What is Equalization?

Equalizing (EQing) your audio is key to making a professional grade podcast. When you first open up the equalizer it can look a little bit confusing, but once you know what it does, and how to use it, you’ll be able to raise the quality of your audio!


What is EQ?


All audio has an array of frequencies within it, you can manipulate those frequencies with the equalizer. It’s basically turning the volume up or down on specific frequencies. Usually there are a set number of “bands” that allow you to move through the array of frequencies, and you can either raise or lower those bands, to increase, or attenuate (decrease) those frequencies. You can set the “width” of the bands (referred to as “Q” sometimes) by adjusting that parameter and affecting more frequencies.

Should You Be Using It?


You don’t have to use EQ at any point if you don’t want to. If you have a good microphone, and a good recording environment, anything you record will sound better than a bad recording with perfect EQ. But, if you want to sound more professional and give the listener an easier listening experience, you should learn a little bit about how you can best use the EQ. Which is what I will cover now!


How to Best Use Your EQ


Everyone's voice is different, and there’s a lot of microphones out there, that all have a different sound to them. Finding the right balance of frequencies is difficult with all the different variables, it’s going to be different for every situation. There are a few things that will help you apply a base to every piece of audio you come across, and then we can go a bit deeper on how to best use your EQ!


Base Line


For almost every microphone, and almost every voice, if you’re editing pure dialogue, there’s almost never a reason to keep any frequency below 80 - 90Hz. You can generally take care of that with what’s called a high pass filter. A little bit of a confusing name, but it basically means that only the “high” frequencies will “pass” through it’s “filter”. Just apply that filter until it cuts out everything below 80 - 90Hz. The same principle for the highest frequencies, generally there’s no useful information from 14 - 15kHz and up. So you can apply the low pass filter, the same filter but on the other side.

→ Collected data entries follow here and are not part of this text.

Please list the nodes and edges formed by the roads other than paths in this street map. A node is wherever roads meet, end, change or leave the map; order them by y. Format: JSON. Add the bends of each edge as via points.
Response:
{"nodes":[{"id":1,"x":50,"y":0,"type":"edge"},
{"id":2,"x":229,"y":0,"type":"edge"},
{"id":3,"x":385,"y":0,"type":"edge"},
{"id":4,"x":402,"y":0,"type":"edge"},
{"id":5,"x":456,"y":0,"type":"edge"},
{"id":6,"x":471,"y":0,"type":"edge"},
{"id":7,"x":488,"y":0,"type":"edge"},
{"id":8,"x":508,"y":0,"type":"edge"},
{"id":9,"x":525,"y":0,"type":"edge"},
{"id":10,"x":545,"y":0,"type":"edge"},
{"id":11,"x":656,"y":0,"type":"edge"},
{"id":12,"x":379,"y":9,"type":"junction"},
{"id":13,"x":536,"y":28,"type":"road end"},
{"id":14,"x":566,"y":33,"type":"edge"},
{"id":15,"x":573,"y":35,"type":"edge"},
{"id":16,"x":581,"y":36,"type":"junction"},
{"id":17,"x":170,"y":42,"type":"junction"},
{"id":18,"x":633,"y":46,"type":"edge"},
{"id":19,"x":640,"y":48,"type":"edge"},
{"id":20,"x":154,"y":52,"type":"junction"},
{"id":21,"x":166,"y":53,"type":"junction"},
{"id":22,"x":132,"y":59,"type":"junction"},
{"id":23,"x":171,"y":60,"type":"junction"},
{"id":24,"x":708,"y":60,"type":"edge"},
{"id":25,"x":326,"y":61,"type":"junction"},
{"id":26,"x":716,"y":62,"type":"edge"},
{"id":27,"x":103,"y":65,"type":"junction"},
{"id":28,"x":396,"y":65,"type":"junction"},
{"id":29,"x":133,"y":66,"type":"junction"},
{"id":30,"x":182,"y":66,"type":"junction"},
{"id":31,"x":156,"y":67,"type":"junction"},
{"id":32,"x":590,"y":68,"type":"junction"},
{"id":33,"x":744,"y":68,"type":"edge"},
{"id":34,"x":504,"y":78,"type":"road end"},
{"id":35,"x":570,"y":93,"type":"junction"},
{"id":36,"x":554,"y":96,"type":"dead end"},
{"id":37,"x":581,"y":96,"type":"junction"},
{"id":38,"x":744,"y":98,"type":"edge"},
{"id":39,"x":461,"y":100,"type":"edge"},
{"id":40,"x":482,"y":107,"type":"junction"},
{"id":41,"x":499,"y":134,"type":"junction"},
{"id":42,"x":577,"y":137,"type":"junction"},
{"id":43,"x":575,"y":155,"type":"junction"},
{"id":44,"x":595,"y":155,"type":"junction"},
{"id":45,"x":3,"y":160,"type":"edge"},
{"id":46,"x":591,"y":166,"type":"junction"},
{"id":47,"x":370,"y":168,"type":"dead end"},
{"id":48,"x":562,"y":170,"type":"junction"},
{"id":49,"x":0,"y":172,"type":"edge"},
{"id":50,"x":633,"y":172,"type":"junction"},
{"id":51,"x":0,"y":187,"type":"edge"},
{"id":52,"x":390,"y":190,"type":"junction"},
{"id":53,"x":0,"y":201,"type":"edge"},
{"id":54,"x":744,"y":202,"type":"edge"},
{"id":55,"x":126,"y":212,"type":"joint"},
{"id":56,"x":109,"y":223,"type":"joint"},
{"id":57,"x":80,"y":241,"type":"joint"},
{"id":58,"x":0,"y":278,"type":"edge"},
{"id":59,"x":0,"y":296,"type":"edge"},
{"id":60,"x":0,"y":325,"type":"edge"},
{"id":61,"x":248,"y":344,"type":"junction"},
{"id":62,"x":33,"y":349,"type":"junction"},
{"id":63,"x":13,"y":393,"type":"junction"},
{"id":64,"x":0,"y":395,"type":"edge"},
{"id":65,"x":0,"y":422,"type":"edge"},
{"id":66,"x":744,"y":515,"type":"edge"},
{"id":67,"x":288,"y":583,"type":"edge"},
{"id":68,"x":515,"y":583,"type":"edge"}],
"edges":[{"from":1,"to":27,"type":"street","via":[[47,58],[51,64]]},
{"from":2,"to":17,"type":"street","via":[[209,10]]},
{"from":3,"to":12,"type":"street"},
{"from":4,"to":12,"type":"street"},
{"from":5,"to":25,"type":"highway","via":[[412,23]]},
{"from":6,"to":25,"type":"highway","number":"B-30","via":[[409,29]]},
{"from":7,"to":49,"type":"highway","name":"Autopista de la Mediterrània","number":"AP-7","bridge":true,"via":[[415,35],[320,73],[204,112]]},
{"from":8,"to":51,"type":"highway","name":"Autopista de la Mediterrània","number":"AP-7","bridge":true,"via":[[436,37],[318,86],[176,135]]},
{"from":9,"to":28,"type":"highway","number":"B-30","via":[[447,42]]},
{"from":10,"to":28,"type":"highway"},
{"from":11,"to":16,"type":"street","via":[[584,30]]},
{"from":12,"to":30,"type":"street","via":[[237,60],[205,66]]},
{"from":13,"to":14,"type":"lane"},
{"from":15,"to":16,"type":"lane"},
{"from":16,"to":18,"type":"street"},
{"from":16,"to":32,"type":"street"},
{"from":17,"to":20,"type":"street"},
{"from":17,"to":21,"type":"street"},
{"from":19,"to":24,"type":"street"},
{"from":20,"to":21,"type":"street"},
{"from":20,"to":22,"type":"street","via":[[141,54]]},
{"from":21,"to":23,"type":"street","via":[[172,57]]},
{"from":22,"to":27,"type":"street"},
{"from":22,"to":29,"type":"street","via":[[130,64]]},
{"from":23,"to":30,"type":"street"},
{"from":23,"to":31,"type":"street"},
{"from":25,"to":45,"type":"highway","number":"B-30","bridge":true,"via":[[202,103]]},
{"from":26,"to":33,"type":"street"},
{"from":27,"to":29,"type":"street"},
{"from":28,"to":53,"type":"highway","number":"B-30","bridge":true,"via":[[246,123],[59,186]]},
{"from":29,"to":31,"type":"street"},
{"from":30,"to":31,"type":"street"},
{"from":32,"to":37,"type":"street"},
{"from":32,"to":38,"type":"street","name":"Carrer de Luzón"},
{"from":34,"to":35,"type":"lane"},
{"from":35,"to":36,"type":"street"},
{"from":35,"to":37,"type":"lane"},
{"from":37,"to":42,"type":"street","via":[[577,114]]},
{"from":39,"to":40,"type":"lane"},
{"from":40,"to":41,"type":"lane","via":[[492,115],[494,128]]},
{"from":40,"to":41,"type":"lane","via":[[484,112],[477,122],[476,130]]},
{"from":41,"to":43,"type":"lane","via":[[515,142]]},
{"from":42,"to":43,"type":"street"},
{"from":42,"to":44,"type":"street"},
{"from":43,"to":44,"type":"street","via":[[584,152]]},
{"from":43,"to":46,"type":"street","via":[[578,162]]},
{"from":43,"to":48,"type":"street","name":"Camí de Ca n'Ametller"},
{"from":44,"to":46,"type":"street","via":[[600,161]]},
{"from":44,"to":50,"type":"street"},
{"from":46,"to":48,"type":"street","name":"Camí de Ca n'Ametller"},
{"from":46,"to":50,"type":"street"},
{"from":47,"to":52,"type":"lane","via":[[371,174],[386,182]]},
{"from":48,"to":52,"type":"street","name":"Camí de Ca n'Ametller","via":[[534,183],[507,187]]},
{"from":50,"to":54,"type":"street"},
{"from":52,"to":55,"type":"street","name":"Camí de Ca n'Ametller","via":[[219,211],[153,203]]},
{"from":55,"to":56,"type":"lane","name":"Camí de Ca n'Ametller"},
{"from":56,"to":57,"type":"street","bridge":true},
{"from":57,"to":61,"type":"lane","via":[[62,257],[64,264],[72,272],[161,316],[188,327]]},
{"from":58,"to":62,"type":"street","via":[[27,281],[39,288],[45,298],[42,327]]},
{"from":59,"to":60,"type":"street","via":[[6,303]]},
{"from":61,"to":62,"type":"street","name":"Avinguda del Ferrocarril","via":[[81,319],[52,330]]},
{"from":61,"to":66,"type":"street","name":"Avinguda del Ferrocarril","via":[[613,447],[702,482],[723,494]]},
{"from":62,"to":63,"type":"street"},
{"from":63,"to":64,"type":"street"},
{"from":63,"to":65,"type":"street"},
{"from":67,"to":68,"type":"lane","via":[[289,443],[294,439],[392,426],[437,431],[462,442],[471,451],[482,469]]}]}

One last adjustment for a “base line” of EQ, generally around 300 - 600Hz is where you can get some of those nasally tones. For this cut you want to keep the width a little wide to get an array of frequencies, it’s usually best to attenuate those a few db.

You don’t usually want to attenuate (cut) the entire volume of a frequency, only by a few db.



How to Pinpoint Bad Frequencies


Like I said before, it can be really difficult to tell where all the bad frequencies are with your set up. There are a lot of things that can change from situation to situation. You can locate bad frequencies with a technique where you sweep through and find them. You first make one of your bands really narrow, and raise the volume really high, and sweep left and right to find frequencies that are really unpleasant to your ear, when you find one, just attenuate at that specific range. Keep doing that until you find all the frequencies that have been a problem for you.


Don’t Go Too Far


When you’re using your EQ try to use it sparingly. Remember, your end goal is to get your audio to sound better. You can sometimes get caught in a tailspin, trying to get every frequency perfect. You end up causing more harm than good when you start doing too much. Just keep your EQ’s fairly light and they should end up really great!